The 1980s was a decade that took the feast-and-famine cycle of commercial development to new extremes.

The Little Rock-North Rock market experienced a heralded period of profit and then loss from overbuilding.

The apartment, office and retail markets remain in a period of recovery.

What does the future hold?

That question and others were posed to some well-known commercial players in the central Arkansas market:

* Ed Willis, president of Financial Centre Corp. of Little Rock.

* Dickson Flake, president of Barnes Quinn Flake & Anderson Inc. of Little Rock.

* Jim Hathaway, president of The Hathaway Group of Little Rock.

* Rett Tucker, partner in Flake Tabor Tucker Wells and Kelley Inc. of Little Rock.

What's in store for commercial developers?

Willis: "I think '92 will |see a return~ to stability in the real estate business. The past few years have been very volatile, and we've had big swings in attitudes in the marketplace.

"It will be a year when relative calm returns with an atmosphere that's conducive to a renewal of existing leases. We're not going to see the tenant incentives and discounting you saw over the past several years.

"It's a time when real estate developers and property managers can plan and project, do the more conventional side of the business.

"You're going to see some quality development projects in the next few years, primarily user-driven. I don't think you're going to see the stand-still you've seen ...

"Most real estate people are cautiously optimistic, in that we know where the bottom is, and there's going to be a slow upward trend ...

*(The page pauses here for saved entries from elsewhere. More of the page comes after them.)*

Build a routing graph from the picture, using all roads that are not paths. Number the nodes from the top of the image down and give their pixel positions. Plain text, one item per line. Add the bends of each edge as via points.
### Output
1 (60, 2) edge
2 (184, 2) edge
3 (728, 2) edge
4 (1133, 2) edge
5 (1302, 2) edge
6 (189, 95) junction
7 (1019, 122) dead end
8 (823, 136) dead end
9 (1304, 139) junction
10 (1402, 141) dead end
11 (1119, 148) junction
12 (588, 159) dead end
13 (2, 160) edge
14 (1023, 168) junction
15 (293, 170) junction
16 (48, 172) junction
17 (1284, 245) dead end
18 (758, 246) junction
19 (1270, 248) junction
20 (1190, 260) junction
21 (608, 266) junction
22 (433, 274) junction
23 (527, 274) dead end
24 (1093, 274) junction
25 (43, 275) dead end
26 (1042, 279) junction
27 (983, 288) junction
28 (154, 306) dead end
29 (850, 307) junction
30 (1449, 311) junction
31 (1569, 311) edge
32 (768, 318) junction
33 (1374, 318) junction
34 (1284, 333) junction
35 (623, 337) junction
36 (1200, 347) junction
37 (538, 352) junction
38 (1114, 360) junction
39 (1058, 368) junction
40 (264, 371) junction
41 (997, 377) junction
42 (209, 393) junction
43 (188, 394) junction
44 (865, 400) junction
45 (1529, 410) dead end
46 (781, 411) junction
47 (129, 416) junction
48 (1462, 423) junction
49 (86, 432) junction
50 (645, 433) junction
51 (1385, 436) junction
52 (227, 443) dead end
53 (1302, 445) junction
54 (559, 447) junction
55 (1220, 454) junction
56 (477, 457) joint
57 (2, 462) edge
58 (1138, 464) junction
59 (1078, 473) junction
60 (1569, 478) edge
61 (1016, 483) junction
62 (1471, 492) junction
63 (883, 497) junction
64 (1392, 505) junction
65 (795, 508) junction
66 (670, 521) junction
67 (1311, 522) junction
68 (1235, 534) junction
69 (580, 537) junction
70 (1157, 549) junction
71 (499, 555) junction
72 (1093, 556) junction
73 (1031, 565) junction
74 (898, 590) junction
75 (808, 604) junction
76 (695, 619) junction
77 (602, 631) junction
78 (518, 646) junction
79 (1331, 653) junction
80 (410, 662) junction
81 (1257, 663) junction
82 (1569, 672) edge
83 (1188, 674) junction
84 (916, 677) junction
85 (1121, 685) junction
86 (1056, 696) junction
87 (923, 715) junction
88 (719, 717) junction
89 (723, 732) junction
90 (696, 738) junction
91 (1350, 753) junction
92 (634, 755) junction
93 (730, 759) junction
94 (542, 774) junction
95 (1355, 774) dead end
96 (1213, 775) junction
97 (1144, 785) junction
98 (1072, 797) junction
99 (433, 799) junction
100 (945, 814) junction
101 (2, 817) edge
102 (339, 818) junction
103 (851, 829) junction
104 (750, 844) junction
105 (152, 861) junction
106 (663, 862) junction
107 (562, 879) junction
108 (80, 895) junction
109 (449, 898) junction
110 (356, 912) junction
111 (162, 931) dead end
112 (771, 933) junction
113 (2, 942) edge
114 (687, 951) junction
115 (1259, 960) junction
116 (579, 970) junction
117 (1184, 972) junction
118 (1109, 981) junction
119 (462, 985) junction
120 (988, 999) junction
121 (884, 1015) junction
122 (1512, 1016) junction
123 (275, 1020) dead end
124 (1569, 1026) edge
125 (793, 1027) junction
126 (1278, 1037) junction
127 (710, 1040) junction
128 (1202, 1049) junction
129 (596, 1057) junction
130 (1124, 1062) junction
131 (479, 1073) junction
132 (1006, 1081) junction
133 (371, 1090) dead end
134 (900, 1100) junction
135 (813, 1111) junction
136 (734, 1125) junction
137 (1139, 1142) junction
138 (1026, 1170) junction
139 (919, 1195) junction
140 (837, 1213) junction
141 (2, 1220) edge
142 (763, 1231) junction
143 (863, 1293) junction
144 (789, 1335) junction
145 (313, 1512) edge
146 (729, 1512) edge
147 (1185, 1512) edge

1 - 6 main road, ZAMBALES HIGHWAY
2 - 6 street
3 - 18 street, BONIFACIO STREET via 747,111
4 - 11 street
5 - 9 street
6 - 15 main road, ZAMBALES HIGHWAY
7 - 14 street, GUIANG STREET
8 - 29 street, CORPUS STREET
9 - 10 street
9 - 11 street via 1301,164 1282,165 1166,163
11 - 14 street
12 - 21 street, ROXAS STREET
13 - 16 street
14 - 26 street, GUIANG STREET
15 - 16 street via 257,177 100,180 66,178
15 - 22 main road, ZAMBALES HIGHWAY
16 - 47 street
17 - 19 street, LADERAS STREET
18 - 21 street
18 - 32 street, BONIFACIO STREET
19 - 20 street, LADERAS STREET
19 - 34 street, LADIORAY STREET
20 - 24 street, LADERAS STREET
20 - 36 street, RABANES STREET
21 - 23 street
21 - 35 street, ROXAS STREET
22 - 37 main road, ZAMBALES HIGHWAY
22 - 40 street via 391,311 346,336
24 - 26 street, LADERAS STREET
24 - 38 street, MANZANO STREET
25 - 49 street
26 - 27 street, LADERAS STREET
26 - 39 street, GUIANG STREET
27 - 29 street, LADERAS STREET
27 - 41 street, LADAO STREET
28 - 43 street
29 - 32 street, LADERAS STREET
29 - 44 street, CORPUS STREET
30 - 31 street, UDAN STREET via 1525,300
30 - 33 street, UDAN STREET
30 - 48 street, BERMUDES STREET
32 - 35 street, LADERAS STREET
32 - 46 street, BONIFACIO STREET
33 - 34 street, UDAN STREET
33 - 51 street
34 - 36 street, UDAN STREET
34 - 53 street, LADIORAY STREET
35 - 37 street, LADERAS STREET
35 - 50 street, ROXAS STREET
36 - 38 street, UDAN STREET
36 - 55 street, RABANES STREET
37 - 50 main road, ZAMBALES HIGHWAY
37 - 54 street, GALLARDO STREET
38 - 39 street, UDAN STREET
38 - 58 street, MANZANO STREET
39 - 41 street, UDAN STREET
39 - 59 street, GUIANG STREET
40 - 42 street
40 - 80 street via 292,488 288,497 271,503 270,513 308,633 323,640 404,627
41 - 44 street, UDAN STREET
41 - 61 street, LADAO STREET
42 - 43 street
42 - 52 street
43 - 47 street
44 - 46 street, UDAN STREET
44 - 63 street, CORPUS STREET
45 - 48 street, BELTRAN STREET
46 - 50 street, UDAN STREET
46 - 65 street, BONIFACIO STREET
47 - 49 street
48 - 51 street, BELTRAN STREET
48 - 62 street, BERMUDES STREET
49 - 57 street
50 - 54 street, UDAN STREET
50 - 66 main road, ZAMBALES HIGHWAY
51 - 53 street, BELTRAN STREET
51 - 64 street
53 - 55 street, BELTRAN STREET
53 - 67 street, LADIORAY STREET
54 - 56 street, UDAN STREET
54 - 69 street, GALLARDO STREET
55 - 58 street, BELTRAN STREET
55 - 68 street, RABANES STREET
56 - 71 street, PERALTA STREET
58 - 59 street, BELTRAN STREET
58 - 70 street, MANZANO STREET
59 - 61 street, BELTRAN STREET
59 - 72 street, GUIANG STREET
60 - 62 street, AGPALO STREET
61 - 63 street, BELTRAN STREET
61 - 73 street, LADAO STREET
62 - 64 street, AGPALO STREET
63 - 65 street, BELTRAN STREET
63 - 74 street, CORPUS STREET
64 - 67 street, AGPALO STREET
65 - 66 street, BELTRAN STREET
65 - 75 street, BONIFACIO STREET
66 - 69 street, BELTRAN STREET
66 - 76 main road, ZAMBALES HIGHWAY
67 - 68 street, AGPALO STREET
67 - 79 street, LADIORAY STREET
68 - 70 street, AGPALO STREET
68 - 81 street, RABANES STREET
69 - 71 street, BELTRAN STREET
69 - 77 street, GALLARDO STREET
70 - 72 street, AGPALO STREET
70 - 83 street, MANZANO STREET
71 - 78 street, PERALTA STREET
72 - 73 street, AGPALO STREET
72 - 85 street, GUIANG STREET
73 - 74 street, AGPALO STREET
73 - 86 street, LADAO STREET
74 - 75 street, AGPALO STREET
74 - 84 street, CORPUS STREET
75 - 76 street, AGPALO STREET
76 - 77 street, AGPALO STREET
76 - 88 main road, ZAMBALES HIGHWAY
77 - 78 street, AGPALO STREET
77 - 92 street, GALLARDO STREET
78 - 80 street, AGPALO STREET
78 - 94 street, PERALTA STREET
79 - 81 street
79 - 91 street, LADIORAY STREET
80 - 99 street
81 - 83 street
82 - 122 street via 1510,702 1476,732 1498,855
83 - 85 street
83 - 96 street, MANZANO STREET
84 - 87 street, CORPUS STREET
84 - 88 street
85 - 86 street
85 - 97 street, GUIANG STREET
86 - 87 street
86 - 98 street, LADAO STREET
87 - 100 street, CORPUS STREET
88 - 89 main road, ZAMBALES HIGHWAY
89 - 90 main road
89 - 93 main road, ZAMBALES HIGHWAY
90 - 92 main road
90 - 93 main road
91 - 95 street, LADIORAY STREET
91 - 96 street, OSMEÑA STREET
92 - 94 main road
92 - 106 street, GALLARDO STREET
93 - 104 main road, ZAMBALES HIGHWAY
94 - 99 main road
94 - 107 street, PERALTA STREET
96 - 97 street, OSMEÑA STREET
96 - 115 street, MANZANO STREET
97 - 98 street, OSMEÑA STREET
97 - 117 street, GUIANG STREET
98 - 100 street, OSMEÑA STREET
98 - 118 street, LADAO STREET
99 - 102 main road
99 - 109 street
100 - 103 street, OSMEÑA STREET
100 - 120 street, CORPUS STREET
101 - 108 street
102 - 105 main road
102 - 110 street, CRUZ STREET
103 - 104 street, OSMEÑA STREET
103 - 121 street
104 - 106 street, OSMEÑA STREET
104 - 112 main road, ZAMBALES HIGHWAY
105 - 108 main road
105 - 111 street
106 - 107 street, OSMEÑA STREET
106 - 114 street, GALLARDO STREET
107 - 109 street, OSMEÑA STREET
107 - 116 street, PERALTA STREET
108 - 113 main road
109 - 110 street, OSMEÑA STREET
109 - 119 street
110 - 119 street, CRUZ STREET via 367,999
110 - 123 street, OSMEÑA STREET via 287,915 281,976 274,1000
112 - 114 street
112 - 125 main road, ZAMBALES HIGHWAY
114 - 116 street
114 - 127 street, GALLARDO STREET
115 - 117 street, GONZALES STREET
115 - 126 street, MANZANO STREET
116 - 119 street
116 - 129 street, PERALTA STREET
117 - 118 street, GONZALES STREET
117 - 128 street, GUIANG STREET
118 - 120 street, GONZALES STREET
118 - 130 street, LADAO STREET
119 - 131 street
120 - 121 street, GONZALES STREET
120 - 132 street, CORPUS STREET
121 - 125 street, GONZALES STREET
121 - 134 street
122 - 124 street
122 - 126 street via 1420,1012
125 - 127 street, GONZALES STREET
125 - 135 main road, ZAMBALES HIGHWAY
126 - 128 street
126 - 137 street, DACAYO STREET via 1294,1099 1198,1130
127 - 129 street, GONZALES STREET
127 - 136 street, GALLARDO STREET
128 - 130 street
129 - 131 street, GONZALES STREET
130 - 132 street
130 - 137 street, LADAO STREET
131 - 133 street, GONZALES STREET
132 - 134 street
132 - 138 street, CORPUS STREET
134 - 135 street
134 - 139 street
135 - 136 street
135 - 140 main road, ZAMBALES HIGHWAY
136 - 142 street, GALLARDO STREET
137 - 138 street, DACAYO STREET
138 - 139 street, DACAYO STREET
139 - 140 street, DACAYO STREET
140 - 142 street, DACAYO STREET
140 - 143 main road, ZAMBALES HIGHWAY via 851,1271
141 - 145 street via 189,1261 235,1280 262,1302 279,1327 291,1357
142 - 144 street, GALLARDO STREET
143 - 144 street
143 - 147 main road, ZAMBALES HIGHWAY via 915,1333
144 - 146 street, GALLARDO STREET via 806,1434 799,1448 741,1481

"Housing is going to be ... strong. West Little Rock will continue to grow and expand out Highway 10 and the Financial Centre Parkway corridors."

Tucker: "As far as Pulaski County goes, it will depend on people's confidence in the economy.

"The defeat of the Little Rock 2000 project leaves us in a stagnant state of mind ... You would have seen a greater enthusiasm and optimism for the future had it passed.

"We're going to have to move forward anyway, but I just don't think there's a high level of confidence out there.

"Interest rates are down, and I think we can look forward to low interest rates during the next six to 12 months. I believe they will go down a little more, too. That's certainly an important component of developments and acquisitions. That's good news for 1992."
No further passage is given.